#### Task to carry out:
Reproduce all entries precisely as they are written.

#### The records:

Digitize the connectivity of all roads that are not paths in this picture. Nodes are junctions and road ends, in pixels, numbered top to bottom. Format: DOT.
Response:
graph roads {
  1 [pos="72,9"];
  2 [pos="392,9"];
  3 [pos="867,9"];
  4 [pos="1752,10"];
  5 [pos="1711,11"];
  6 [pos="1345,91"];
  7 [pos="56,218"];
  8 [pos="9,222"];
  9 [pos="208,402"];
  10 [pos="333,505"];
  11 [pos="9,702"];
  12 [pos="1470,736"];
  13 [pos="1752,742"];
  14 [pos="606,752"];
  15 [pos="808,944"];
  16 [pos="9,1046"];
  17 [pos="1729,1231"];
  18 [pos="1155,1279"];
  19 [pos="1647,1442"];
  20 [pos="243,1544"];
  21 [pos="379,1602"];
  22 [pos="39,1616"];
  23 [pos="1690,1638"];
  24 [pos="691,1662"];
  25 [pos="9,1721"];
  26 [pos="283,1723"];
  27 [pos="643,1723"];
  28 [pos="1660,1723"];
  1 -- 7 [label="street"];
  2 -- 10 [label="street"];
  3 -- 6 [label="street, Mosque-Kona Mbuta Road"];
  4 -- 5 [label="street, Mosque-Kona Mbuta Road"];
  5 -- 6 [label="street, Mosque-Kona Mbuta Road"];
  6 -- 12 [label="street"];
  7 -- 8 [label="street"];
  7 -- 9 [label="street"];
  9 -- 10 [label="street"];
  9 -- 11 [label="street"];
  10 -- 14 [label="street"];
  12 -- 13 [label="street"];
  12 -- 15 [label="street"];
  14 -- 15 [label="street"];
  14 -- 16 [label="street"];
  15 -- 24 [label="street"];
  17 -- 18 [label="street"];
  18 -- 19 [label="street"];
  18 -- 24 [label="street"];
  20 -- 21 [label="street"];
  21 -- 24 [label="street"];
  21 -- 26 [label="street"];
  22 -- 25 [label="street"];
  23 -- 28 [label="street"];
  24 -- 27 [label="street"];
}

#### Task response:
Digitize the connectivity of all roads that are not paths in this picture. Nodes are junctions and road ends, in pixels, numbered top to bottom. Format: DOT.
Response:
graph roads {
  1 [pos="72,9"];
  2 [pos="392,9"];
  3 [pos="867,9"];
  4 [pos="1752,10"];
  5 [pos="1711,11"];
  6 [pos="1345,91"];
  7 [pos="56,218"];
  8 [pos="9,222"];
  9 [pos="208,402"];
  10 [pos="333,505"];
  11 [pos="9,702"];
  12 [pos="1470,736"];
  13 [pos="1752,742"];
  14 [pos="606,752"];
  15 [pos="808,944"];
  16 [pos="9,1046"];
  17 [pos="1729,1231"];
  18 [pos="1155,1279"];
  19 [pos="1647,1442"];
  20 [pos="243,1544"];
  21 [pos="379,1602"];
  22 [pos="39,1616"];
  23 [pos="1690,1638"];
  24 [pos="691,1662"];
  25 [pos="9,1721"];
  26 [pos="283,1723"];
  27 [pos="643,1723"];
  28 [pos="1660,1723"];
  1 -- 7 [label="street"];
  2 -- 10 [label="street"];
  3 -- 6 [label="street, Mosque-Kona Mbuta Road"];
  4 -- 5 [label="street, Mosque-Kona Mbuta Road"];
  5 -- 6 [label="street, Mosque-Kona Mbuta Road"];
  6 -- 12 [label="street"];
  7 -- 8 [label="street"];
  7 -- 9 [label="street"];
  9 -- 10 [label="street"];
  9 -- 11 [label="street"];
  10 -- 14 [label="street"];
  12 -- 13 [label="street"];
  12 -- 15 [label="street"];
  14 -- 15 [label="street"];
  14 -- 16 [label="street"];
  15 -- 24 [label="street"];
  17 -- 18 [label="street"];
  18 -- 19 [label="street"];
  18 -- 24 [label="street"];
  20 -- 21 [label="street"];
  21 -- 24 [label="street"];
  21 -- 26 [label="street"];
  22 -- 25 [label="street"];
  23 -- 28 [label="street"];
  24 -- 27 [label="street"];
}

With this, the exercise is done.